Sono molti gli elementi di disturbo agli habitat forestali – dagli eventi climatici estremi alla diffusione di specie aliene invasive – ma l’espansione dei centri abitati in pianura e gli incendi restano i due pericoli principali. A questi, si contrappone un processo inverso nelle zone montane, soggette allo spopolamento e a un minore prelievo di legno, che ha portato sia all’espansione di nuovo bosco su terreni in precedenza non boscati sia a un aumento del volume degli alberi nei boschi esistenti. Un fenomeno chiamato «rewilding», che alcuni scienziati italiani vogliono ora guidare e programmare.
Fondi del ministero
Il progetto Rewild Fire è condotto dalle università per capire dove favorire l’espansione della natura
«In Italia, non solo crescono 50.000 ettari di nuovi boschi ogni anno, ma quelli esistenti hanno accumulato in 30 anni oltre il 30% in più di massa vivente: legno, foglie, radici – conferma Giorgio Vacchiano, professore in gestione e pianificazione forestale all’Università di Milano -. Il rewilding spontaneo ha diversi effetti positivi, come la maggiore capacità di assorbire carbonio, ma anche un importante aspetto negativo: l’espansione dei boschi su aree precedentemente non boscate può in alcuni casi favorire la propagazione degli incendi, perché dove prima c’era un’alternanza di alberi, pascoli, coltivazioni, viti e orti, adesso è tutto coperto di bosco e una fiamma può percorrere distanze maggiori. E il bosco che brucia libera in atmosfera tutto il carbonio incorporato. Il cocktail micidiale si innesca con la crisi climatica: il fuoco può divorare più superficie verde, che è anche molto più secca per il moltiplicarsi delle siccità».
Insomma, il rewilding dimostra la resilienza della natura, la sua capacità di riconquistare spazi, ma è una dinamica che va governata, per evitare conseguenze indesiderate. Da qui nasce il progetto Rewild Fire, finanziato dal ministero della Ricerca e condotto dalle università di Torino, Milano e Udine, per capire dove è meglio consentire il rewilding. «Andremo a verificare su tutto l’arco alpino, dal Piemonte al Friuli, quanto cresce il pericolo di incendi dove il bosco si è espanso su superfici precedentemente non boscate e dove c’era già ma ha aumentato la massa arborea». L’obiettivo è individuare le zone dove il carbonio può essere messo davvero «in cassaforte», ovvero dove il rischio del fuoco è minore.

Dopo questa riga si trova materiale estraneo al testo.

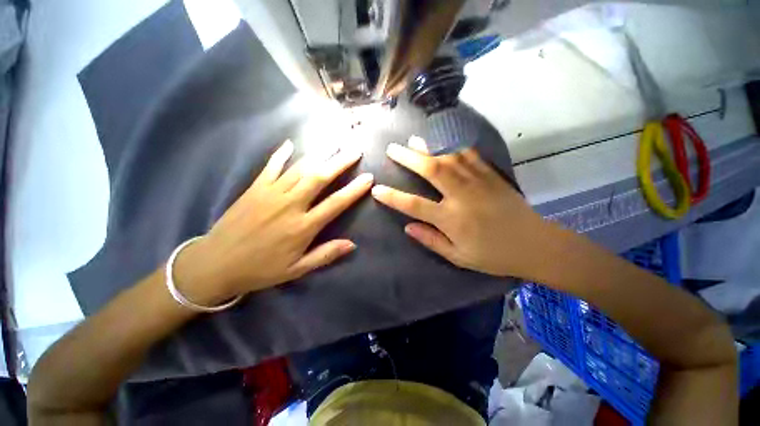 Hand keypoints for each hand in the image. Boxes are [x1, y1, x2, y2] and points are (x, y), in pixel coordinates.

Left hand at [175, 140, 372, 304]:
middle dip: (340, 162)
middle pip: (319, 177)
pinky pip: (271, 166)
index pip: (336, 203)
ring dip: (319, 154)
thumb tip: (352, 244)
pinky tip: (290, 144)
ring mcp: (271, 193)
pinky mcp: (254, 188)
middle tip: (355, 150)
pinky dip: (281, 154)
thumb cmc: (261, 269)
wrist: (215, 264)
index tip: (368, 177)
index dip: (354, 189)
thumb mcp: (296, 270)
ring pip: (300, 168)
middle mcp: (290, 205)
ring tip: (334, 143)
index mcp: (303, 226)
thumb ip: (325, 255)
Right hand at [371, 136, 546, 278]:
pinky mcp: (491, 176)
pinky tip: (444, 143)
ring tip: (414, 140)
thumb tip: (408, 227)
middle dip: (409, 158)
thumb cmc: (493, 255)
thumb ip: (431, 240)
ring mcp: (478, 182)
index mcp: (451, 219)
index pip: (414, 205)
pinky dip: (454, 147)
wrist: (534, 245)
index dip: (393, 197)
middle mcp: (461, 196)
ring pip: (449, 158)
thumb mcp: (458, 256)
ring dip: (429, 148)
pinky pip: (470, 156)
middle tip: (393, 149)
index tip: (377, 189)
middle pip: (431, 170)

Un progetto utile nell’ottica sia della Strategia europea sulla biodiversità sia della Restoration law. Quest’ultima prevede di porre il 30% del territorio sotto regime di protezione e di questo un terzo, cioè il 10% del totale, sotto regime di protezione rigorosa. «In Italia oggi siamo al 4%, la domanda a cui il nostro progetto vorrebbe dare una risposta è quali foreste perimetrare come nuove riserve integrali per coprire il 6% mancante», spiega Vacchiano. Sempre che la legge, come gli scienziati auspicano, alla fine superi il rifiuto degli otto Paesi. Infine, non possiamo dimenticare che a livello mondiale i Paesi che più soffrono la deforestazione si trovano ai Tropici, in particolare Brasile e Congo. Anche per colpa nostra. Se il bosco italiano è vivo, le foreste vergini tropicali subiscono i nostri consumi sfrenati: si stima che le importazioni di legname e di vari prodotti agro-alimentari – dalla soia alla carne – siano responsabili di una quota di deforestazione all’estero che è pari al rewilding in Italia.